REQUIREMENT - Return each line of the listing that has the word "paths" in it.

##############################

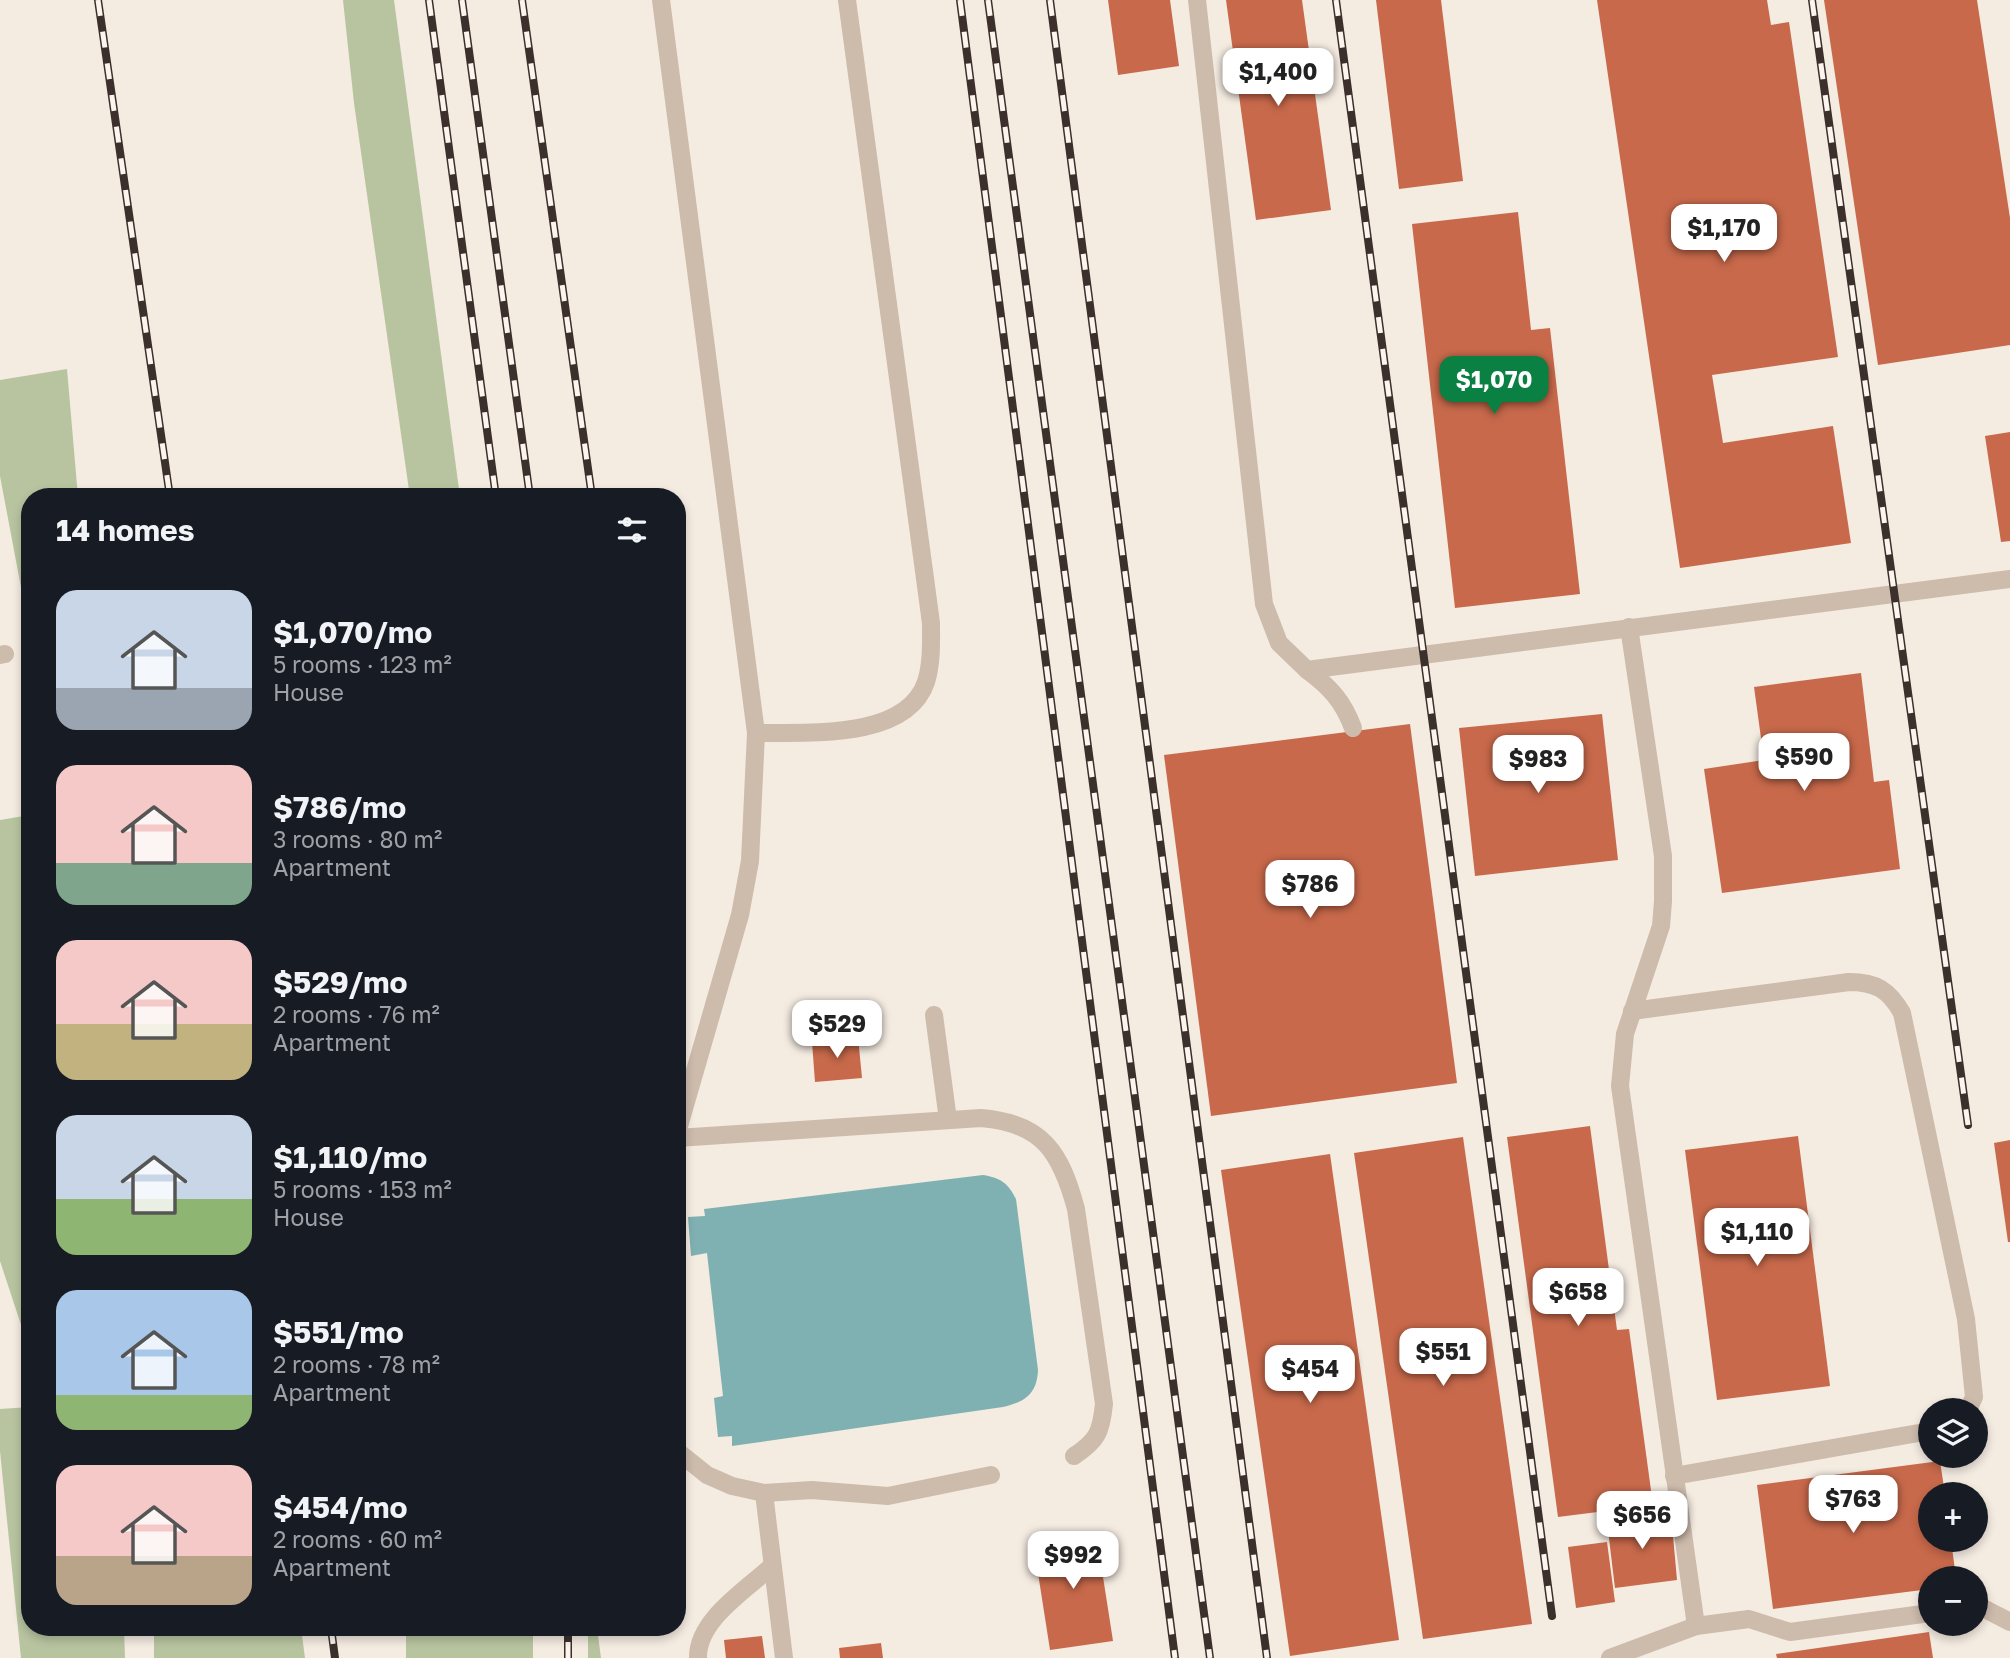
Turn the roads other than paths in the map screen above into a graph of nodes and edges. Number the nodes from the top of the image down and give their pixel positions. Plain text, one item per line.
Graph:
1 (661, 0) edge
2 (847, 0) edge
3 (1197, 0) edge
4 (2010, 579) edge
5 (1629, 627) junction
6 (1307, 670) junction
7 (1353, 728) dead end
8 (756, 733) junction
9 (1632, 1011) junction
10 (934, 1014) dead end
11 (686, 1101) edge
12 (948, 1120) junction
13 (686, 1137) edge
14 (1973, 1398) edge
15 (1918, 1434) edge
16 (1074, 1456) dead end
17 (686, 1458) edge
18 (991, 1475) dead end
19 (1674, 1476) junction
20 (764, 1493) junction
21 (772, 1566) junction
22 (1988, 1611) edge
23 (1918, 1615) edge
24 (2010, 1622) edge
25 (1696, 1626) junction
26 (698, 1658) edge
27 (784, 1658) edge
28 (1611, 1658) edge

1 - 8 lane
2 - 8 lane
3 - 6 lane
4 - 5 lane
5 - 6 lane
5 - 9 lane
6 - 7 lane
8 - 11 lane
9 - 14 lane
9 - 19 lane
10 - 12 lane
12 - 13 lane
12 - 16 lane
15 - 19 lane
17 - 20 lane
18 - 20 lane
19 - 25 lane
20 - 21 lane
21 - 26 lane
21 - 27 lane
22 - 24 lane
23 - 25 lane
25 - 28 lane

##############################

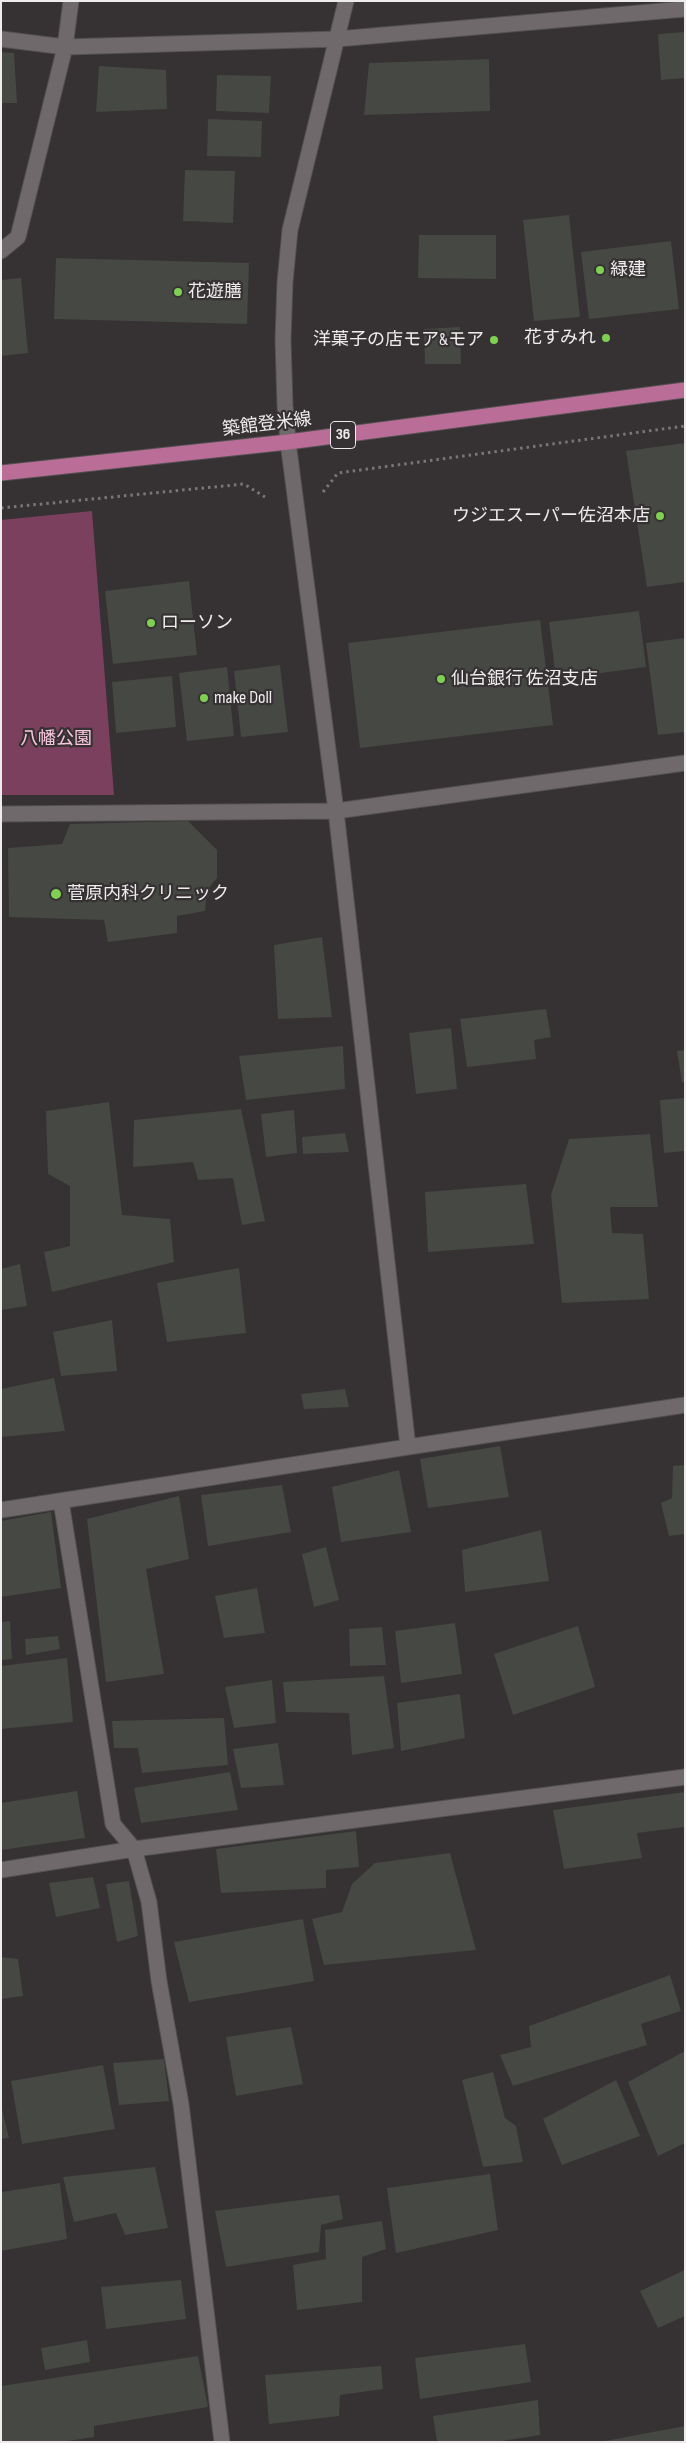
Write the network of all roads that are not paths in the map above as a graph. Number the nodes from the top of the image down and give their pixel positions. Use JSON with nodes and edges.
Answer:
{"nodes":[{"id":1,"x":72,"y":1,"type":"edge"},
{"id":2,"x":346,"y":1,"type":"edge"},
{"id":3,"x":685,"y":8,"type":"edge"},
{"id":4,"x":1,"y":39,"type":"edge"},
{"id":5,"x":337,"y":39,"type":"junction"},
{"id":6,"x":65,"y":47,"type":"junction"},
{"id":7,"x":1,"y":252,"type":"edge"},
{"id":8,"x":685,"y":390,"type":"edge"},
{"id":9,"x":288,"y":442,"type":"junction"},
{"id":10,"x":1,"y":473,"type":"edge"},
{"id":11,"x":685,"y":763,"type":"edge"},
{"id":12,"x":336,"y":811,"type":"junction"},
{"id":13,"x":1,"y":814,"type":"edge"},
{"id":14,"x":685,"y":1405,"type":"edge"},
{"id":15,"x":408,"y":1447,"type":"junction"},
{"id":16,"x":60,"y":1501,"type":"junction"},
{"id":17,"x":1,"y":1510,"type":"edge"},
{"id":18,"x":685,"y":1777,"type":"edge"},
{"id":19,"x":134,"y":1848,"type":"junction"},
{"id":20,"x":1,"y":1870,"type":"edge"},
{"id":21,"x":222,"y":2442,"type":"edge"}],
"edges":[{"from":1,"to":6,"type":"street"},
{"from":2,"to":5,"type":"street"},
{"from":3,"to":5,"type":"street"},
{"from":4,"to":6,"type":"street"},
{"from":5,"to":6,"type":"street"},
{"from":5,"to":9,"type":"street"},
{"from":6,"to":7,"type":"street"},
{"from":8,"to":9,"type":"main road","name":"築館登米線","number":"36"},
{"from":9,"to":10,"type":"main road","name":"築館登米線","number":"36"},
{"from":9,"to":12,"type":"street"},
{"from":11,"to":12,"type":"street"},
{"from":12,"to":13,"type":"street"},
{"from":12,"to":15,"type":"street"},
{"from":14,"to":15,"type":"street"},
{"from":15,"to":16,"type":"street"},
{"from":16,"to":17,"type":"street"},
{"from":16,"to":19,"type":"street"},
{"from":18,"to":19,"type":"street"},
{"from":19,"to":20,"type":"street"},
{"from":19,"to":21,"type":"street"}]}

##############################

WRITTEN SOLUTION -
Turn the roads other than paths in the map screen above into a graph of nodes and edges. Number the nodes from the top of the image down and give their pixel positions. Plain text, one item per line.
Write the network of all roads that are not paths in the map above as a graph. Number the nodes from the top of the image down and give their pixel positions. Use JSON with nodes and edges.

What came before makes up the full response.